Well, what you say is actually related to the truth. Very vaguely related. It's like truth's second counsin's wife's nephew. They met once, in passing, when you had the idea of saying Catalyst on Windows isn't hard to surpass, then never saw each other again. Considering how crass, dismissive and injust what you said was, it's no wonder truth didn't want to see it again. Which is funny, since pretty much everyone, after some thought, seems to think truth has those exact same characteristics.

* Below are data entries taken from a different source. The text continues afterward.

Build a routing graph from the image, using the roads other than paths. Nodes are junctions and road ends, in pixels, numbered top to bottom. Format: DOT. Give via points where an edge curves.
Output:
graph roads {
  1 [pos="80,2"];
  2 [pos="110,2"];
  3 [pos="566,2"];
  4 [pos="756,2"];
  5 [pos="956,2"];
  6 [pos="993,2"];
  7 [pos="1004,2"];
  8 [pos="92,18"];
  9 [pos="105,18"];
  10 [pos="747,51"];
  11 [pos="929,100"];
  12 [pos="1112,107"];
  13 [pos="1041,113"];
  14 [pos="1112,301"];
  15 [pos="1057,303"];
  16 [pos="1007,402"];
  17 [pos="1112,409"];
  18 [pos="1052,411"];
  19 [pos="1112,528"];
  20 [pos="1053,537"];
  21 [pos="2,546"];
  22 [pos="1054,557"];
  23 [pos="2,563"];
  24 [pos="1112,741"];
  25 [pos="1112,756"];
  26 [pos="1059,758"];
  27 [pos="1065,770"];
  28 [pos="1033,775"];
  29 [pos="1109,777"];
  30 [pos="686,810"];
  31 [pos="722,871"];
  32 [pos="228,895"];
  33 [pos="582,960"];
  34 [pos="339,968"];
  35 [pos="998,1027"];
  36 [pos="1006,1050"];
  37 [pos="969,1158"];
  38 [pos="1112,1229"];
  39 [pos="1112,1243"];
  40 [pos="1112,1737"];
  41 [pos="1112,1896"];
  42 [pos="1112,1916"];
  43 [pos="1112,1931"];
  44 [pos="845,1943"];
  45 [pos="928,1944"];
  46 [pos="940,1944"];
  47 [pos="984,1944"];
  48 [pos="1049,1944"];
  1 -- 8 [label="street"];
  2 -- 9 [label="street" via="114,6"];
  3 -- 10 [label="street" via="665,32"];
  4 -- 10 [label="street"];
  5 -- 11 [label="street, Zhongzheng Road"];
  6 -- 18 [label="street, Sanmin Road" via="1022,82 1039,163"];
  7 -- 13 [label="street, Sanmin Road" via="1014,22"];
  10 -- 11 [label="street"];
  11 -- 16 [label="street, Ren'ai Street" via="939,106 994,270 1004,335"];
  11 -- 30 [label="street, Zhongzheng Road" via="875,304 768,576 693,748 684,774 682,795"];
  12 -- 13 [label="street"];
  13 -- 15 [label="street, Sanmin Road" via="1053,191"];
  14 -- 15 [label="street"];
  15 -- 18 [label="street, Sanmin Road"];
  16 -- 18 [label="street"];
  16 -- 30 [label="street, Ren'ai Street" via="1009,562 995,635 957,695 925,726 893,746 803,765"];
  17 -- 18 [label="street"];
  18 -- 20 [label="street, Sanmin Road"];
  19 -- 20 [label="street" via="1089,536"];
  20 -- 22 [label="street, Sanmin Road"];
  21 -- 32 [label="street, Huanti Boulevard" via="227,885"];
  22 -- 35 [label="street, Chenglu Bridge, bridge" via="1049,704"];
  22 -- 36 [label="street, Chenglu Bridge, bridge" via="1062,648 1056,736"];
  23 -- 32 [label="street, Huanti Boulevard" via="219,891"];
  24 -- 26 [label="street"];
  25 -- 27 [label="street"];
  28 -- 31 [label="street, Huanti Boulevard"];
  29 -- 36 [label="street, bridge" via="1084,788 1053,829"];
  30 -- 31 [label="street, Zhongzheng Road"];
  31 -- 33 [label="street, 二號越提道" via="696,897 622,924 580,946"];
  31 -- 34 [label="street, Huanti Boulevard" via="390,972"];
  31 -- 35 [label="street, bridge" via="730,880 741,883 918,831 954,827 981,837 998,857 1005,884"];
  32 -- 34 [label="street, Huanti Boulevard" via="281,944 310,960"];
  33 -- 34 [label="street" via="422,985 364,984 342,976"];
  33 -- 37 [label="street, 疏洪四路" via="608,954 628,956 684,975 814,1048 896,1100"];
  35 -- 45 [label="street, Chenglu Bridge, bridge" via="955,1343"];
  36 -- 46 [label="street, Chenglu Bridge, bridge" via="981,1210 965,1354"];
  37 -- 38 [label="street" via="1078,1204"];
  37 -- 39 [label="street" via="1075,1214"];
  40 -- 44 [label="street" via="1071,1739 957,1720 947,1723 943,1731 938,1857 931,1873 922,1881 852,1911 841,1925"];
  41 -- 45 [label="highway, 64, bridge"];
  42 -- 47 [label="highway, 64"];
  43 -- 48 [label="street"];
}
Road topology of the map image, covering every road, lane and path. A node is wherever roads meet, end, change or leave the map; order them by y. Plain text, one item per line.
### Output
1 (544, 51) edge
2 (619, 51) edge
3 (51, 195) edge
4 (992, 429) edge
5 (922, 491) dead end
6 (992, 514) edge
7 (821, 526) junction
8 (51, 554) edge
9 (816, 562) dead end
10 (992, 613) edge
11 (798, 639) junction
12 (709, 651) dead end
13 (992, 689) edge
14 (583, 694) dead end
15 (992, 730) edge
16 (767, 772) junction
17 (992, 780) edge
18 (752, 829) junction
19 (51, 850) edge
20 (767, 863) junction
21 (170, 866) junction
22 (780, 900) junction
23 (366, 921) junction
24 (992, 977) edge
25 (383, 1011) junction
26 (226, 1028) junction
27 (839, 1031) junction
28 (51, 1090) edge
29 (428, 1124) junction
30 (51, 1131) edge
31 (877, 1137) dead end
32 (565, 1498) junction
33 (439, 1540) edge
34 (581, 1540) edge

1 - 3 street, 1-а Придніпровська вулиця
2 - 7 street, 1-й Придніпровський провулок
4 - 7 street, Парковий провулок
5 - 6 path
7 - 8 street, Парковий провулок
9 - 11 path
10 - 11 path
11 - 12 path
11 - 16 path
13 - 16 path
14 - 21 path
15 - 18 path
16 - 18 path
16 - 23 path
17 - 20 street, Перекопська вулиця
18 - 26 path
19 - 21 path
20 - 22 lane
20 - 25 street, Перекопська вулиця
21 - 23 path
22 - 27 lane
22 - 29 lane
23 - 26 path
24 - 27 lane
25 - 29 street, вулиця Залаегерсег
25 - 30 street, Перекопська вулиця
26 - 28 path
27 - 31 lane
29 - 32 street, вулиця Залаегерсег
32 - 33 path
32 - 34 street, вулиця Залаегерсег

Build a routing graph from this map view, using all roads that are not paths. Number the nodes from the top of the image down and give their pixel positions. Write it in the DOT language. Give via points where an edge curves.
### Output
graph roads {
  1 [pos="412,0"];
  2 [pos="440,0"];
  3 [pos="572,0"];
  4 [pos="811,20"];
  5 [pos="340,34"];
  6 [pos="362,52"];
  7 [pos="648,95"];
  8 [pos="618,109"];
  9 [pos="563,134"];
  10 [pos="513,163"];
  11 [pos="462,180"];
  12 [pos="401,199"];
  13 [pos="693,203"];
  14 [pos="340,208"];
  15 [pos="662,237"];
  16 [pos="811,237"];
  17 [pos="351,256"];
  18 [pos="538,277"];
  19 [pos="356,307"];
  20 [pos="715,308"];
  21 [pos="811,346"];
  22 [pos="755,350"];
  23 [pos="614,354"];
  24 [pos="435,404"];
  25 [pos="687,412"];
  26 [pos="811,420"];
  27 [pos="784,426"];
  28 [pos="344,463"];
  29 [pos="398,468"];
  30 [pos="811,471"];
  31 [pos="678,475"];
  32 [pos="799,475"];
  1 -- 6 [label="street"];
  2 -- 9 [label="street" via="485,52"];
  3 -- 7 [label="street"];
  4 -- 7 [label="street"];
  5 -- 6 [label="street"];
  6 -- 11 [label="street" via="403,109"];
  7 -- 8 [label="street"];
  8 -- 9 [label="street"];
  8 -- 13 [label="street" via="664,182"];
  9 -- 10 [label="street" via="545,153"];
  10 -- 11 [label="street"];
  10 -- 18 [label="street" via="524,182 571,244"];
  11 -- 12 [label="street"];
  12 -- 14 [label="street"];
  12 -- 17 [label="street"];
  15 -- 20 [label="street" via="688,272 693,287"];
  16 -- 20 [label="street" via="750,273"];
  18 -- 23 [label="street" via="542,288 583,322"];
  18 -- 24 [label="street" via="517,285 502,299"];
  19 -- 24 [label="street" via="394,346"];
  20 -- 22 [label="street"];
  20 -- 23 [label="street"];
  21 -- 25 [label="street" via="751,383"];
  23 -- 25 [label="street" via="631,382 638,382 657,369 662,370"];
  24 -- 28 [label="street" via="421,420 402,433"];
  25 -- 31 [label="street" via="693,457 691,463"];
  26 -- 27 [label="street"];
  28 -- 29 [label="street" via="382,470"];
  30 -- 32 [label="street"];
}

But I digress. It's not hard to surpass Catalyst on Linux... in OpenGL workloads. Try running an application that uses DirectX in Windows, then compare its performance to OpenGL in Windows, then compare it to Linux. The problem is games are mostly tuned to DirectX, and Catalyst is mostly tuned to those games. Despite AMD's latest efforts, OpenGL on Windows, and for open source games nonetheless, is pretty unimpressively optimized. Even the open radeon driver can surpass Windows. Were a different game, like, say, Left 4 Dead 2 used, you could investigate more throughly, but Phoronix doesn't really do that.

As for nuking a system install due to Catalyst... that's certainly not the case. Hasn't been since at least 2010, I'm afraid. Not that the installer is good or user-friendly, but removing Catalyst is quite a brain-free operation, even if your distribution doesn't provide it already packaged.